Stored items
○ ○ ○ ○ ○ ○ ○
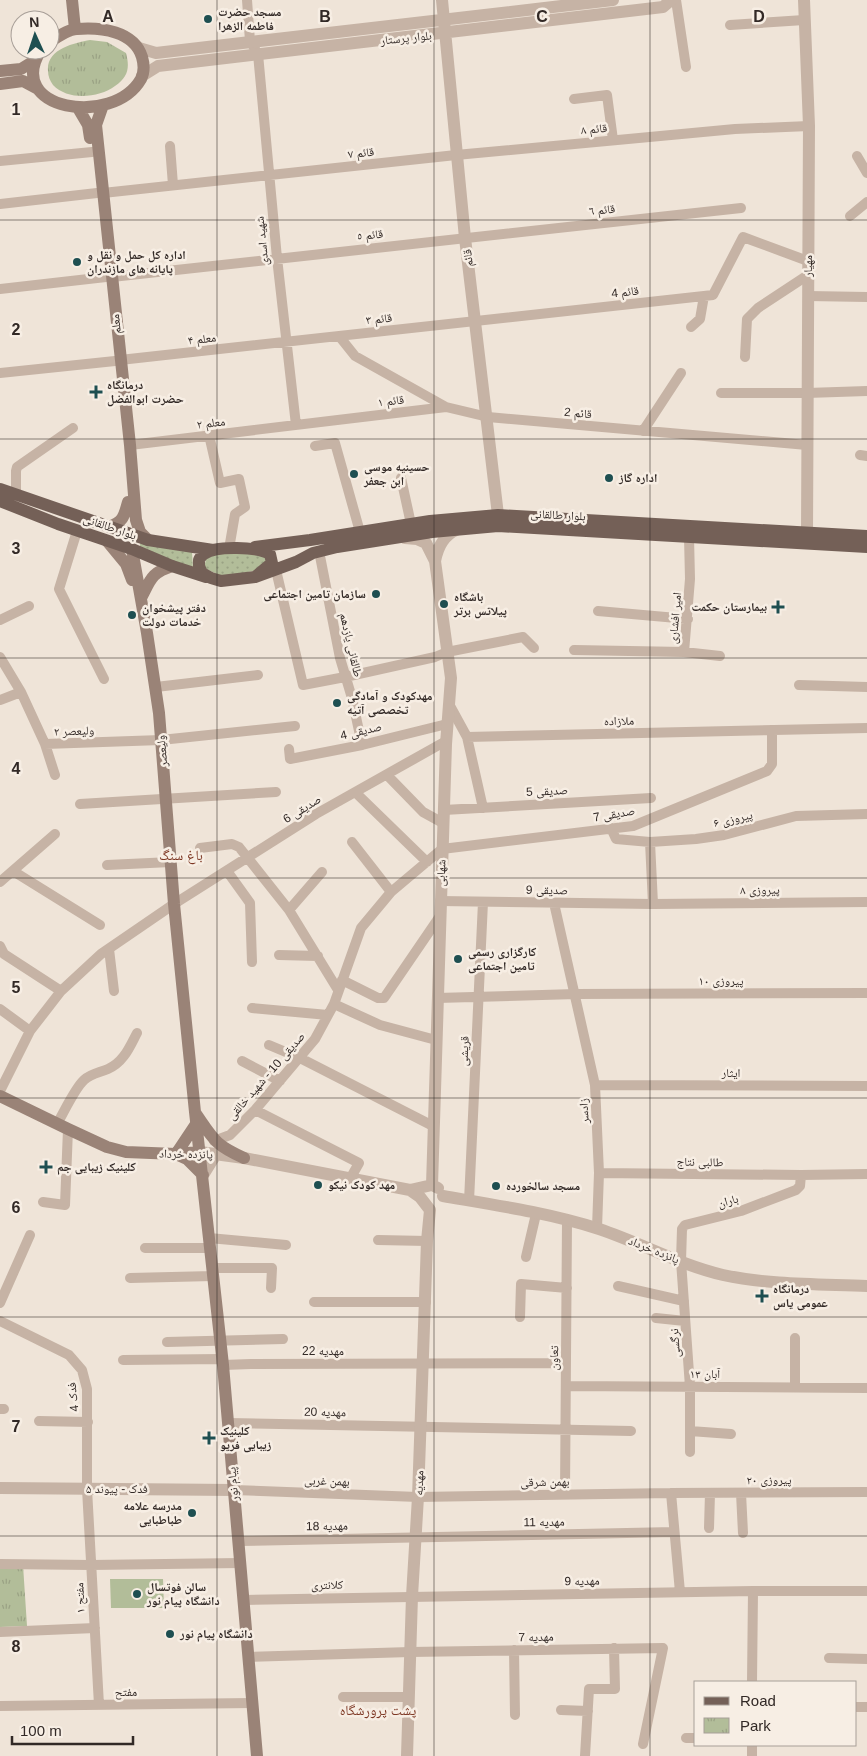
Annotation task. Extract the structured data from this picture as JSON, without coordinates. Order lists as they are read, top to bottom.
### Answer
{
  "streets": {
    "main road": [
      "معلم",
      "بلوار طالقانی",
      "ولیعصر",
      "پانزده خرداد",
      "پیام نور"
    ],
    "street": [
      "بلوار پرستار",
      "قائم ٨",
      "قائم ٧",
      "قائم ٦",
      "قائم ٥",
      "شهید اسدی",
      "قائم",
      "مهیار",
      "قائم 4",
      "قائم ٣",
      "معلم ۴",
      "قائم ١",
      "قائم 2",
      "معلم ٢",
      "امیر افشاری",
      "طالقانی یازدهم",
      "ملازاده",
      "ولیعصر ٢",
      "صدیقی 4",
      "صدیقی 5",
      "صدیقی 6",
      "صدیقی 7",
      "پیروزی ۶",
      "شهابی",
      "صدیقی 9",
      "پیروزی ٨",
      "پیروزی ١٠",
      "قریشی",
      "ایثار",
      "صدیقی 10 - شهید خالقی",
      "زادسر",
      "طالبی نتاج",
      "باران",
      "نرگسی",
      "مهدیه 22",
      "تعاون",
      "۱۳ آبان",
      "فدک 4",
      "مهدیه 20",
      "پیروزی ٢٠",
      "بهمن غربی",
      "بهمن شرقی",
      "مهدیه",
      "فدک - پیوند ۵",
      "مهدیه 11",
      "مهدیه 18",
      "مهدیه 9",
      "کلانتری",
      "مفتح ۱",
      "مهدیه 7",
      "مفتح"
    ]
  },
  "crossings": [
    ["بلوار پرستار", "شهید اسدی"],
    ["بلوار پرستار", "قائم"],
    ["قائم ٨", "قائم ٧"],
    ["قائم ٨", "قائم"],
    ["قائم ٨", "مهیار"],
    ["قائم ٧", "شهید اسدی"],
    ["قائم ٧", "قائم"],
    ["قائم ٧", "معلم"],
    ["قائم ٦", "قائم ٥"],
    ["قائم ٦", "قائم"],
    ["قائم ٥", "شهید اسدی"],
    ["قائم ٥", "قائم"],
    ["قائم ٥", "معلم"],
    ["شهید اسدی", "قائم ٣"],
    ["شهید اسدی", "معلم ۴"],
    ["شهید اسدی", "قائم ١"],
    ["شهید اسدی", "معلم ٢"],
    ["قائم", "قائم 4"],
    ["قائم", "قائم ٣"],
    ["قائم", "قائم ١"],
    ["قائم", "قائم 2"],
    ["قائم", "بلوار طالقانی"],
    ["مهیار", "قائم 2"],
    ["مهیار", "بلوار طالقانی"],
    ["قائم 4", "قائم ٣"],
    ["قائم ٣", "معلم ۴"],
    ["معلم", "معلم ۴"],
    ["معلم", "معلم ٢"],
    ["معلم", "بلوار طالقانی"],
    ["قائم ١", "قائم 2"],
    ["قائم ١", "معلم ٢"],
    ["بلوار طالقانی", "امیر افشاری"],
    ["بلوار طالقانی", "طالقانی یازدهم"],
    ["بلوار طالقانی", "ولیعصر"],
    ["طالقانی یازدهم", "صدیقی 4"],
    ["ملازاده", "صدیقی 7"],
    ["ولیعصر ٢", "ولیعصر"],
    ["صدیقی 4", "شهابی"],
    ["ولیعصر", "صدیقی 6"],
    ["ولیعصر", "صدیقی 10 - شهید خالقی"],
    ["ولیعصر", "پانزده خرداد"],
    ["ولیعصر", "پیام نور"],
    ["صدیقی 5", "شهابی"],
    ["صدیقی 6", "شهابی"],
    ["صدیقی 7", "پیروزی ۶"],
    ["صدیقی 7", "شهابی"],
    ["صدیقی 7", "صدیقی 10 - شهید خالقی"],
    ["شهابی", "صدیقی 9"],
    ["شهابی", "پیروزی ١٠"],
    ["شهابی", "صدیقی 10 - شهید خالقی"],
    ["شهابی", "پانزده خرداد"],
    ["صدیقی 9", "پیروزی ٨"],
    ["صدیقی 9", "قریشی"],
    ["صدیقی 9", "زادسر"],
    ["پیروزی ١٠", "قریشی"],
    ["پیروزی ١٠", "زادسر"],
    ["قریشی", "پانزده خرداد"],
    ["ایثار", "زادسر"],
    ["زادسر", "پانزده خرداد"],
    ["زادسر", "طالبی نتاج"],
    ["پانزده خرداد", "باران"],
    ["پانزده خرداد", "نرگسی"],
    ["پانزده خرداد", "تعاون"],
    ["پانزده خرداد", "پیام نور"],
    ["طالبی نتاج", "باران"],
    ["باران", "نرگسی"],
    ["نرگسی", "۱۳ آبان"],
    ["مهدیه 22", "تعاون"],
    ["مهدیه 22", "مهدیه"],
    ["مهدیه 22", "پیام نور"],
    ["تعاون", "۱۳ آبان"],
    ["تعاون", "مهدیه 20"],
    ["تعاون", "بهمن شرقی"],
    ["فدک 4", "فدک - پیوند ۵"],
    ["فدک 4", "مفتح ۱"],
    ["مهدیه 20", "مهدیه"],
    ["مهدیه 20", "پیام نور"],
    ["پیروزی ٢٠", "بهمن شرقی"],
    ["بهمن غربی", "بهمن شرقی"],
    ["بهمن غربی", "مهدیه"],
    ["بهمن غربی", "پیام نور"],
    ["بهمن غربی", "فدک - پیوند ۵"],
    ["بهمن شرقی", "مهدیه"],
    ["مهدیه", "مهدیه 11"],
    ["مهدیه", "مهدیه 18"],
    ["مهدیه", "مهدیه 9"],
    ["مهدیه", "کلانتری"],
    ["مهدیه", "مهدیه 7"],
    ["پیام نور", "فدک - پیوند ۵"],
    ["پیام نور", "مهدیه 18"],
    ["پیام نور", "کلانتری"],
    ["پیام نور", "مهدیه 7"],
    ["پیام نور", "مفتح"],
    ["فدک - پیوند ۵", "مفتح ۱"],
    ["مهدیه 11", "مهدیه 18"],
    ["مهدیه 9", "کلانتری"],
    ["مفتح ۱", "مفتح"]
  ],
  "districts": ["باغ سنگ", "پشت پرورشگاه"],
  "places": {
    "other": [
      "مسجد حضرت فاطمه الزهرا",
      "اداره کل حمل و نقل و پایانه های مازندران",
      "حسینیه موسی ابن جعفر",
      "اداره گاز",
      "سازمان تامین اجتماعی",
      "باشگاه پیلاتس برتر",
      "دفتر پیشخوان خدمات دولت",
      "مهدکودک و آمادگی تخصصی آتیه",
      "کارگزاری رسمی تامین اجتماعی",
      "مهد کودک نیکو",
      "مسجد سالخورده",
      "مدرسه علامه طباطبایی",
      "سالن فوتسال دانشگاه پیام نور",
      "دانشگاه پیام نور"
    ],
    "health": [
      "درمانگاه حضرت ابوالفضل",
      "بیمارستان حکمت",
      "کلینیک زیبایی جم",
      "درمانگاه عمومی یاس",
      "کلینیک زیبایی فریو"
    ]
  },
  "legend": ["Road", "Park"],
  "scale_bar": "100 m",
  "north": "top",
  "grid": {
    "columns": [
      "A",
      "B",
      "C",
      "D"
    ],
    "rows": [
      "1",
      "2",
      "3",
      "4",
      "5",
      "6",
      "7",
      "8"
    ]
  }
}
○ ○ ○ ○ ○ ○ ○
WORK ORDER: Please output every entry above exactly, without the pictures.

RESULT:
Annotation task. Extract the structured data from this picture as JSON, without coordinates. Order lists as they are read, top to bottom.
### Answer
{
  "streets": {
    "main road": [
      "معلم",
      "بلوار طالقانی",
      "ولیعصر",
      "پانزده خرداد",
      "پیام نور"
    ],
    "street": [
      "بلوار پرستار",
      "قائم ٨",
      "قائم ٧",
      "قائم ٦",
      "قائم ٥",
      "شهید اسدی",
      "قائم",
      "مهیار",
      "قائم 4",
      "قائم ٣",
      "معلم ۴",
      "قائم ١",
      "قائم 2",
      "معلم ٢",
      "امیر افشاری",
      "طالقانی یازدهم",
      "ملازاده",
      "ولیعصر ٢",
      "صدیقی 4",
      "صدیقی 5",
      "صدیقی 6",
      "صدیقی 7",
      "پیروزی ۶",
      "شهابی",
      "صدیقی 9",
      "پیروزی ٨",
      "پیروزی ١٠",
      "قریشی",
      "ایثار",
      "صدیقی 10 - شهید خالقی",
      "زادسر",
      "طالبی نتاج",
      "باران",
      "نرگسی",
      "مهدیه 22",
      "تعاون",
      "۱۳ آبان",
      "فدک 4",
      "مهدیه 20",
      "پیروزی ٢٠",
      "بهمن غربی",
      "بهمن شرقی",
      "مهدیه",
      "فدک - پیوند ۵",
      "مهدیه 11",
      "مهدیه 18",
      "مهدیه 9",
      "کلانتری",
      "مفتح ۱",
      "مهدیه 7",
      "مفتح"
    ]
  },
  "crossings": [
    ["بلوار پرستار", "شهید اسدی"],
    ["بلوار پرستار", "قائم"],
    ["قائم ٨", "قائم ٧"],
    ["قائم ٨", "قائم"],
    ["قائم ٨", "مهیار"],
    ["قائم ٧", "شهید اسدی"],
    ["قائم ٧", "قائم"],
    ["قائم ٧", "معلم"],
    ["قائم ٦", "قائم ٥"],
    ["قائم ٦", "قائم"],
    ["قائم ٥", "شهید اسدی"],
    ["قائم ٥", "قائم"],
    ["قائم ٥", "معلم"],
    ["شهید اسدی", "قائم ٣"],
    ["شهید اسدی", "معلم ۴"],
    ["شهید اسدی", "قائم ١"],
    ["شهید اسدی", "معلم ٢"],
    ["قائم", "قائم 4"],
    ["قائم", "قائم ٣"],
    ["قائم", "قائم ١"],
    ["قائم", "قائم 2"],
    ["قائم", "بلوار طالقانی"],
    ["مهیار", "قائم 2"],
    ["مهیار", "بلوار طالقانی"],
    ["قائم 4", "قائم ٣"],
    ["قائم ٣", "معلم ۴"],
    ["معلم", "معلم ۴"],
    ["معلم", "معلم ٢"],
    ["معلم", "بلوار طالقانی"],
    ["قائم ١", "قائم 2"],
    ["قائم ١", "معلم ٢"],
    ["بلوار طالقانی", "امیر افشاری"],
    ["بلوار طالقانی", "طالقانی یازدهم"],
    ["بلوار طالقانی", "ولیعصر"],
    ["طالقانی یازدهم", "صدیقی 4"],
    ["ملازاده", "صدیقی 7"],
    ["ولیعصر ٢", "ولیعصر"],
    ["صدیقی 4", "شهابی"],
    ["ولیعصر", "صدیقی 6"],
    ["ولیعصر", "صدیقی 10 - شهید خالقی"],
    ["ولیعصر", "پانزده خرداد"],
    ["ولیعصر", "پیام نور"],
    ["صدیقی 5", "شهابی"],
    ["صدیقی 6", "شهابی"],
    ["صدیقی 7", "پیروزی ۶"],
    ["صدیقی 7", "شهابی"],
    ["صدیقی 7", "صدیقی 10 - شهید خالقی"],
    ["شهابی", "صدیقی 9"],
    ["شهابی", "پیروزی ١٠"],
    ["شهابی", "صدیقی 10 - شهید خالقی"],
    ["شهابی", "پانزده خرداد"],
    ["صدیقی 9", "پیروزی ٨"],
    ["صدیقی 9", "قریشی"],
    ["صدیقی 9", "زادسر"],
    ["پیروزی ١٠", "قریشی"],
    ["پیروزی ١٠", "زادسر"],
    ["قریشی", "پانزده خرداد"],
    ["ایثار", "زادسر"],
    ["زادسر", "پانزده خرداد"],
    ["زادسر", "طالبی نتاج"],
    ["پانزده خرداد", "باران"],
    ["پانزده خرداد", "نرگسی"],
    ["پانزده خرداد", "تعاون"],
    ["پانزده خرداد", "پیام نور"],
    ["طالبی نتاج", "باران"],
    ["باران", "نرگسی"],
    ["نرگسی", "۱۳ آبان"],
    ["مهدیه 22", "تعاون"],
    ["مهدیه 22", "مهدیه"],
    ["مهدیه 22", "پیام نور"],
    ["تعاون", "۱۳ آبان"],
    ["تعاون", "مهدیه 20"],
    ["تعاون", "بهمن شرقی"],
    ["فدک 4", "فدک - پیوند ۵"],
    ["فدک 4", "مفتح ۱"],
    ["مهدیه 20", "مهدیه"],
    ["مهدیه 20", "پیام نور"],
    ["پیروزی ٢٠", "بهمن شرقی"],
    ["بهمن غربی", "بهمن شرقی"],
    ["بهمن غربی", "مهدیه"],
    ["بهمن غربی", "پیام نور"],
    ["بهمن غربی", "فدک - پیوند ۵"],
    ["بهمن شرقی", "مهدیه"],
    ["مهدیه", "مهدیه 11"],
    ["مهدیه", "مهدیه 18"],
    ["مهدیه", "مهدیه 9"],
    ["مهدیه", "کلانتری"],
    ["مهدیه", "مهدیه 7"],
    ["پیام نور", "فدک - پیوند ۵"],
    ["پیام نور", "مهدیه 18"],
    ["پیام نور", "کلانتری"],
    ["پیام نور", "مهدیه 7"],
    ["پیام نور", "مفتح"],
    ["فدک - پیوند ۵", "مفتح ۱"],
    ["مهدیه 11", "مهدیه 18"],
    ["مهدیه 9", "کلانتری"],
    ["مفتح ۱", "مفتح"]
  ],
  "districts": ["باغ سنگ", "پشت پرورشگاه"],
  "places": {
    "other": [
      "مسجد حضرت فاطمه الزهرا",
      "اداره کل حمل و نقل و پایانه های مازندران",
      "حسینیه موسی ابن جعفر",
      "اداره گاز",
      "سازمان تامین اجتماعی",
      "باشگاه پیلاتس برتر",
      "دفتر پیشخوان خدمات دولت",
      "مهدکودک و آمادگی تخصصی آتیه",
      "کارگزاری رسمی تامین اجتماعی",
      "مهد کودک نیکو",
      "مسجد سالخورده",
      "مدرسه علامه طباطبایی",
      "سالن فوتسال دانشگاه پیام نور",
      "دانشگاه پیام نور"
    ],
    "health": [
      "درمانگاه حضرت ابوالفضل",
      "بیمارستان حکمت",
      "کلینیک زیبایی جم",
      "درمانگاه عمومی یاس",
      "کلینیک زیبایی فریو"
    ]
  },
  "legend": ["Road", "Park"],
  "scale_bar": "100 m",
  "north": "top",
  "grid": {
    "columns": [
      "A",
      "B",
      "C",
      "D"
    ],
    "rows": [
      "1",
      "2",
      "3",
      "4",
      "5",
      "6",
      "7",
      "8"
    ]
  }
}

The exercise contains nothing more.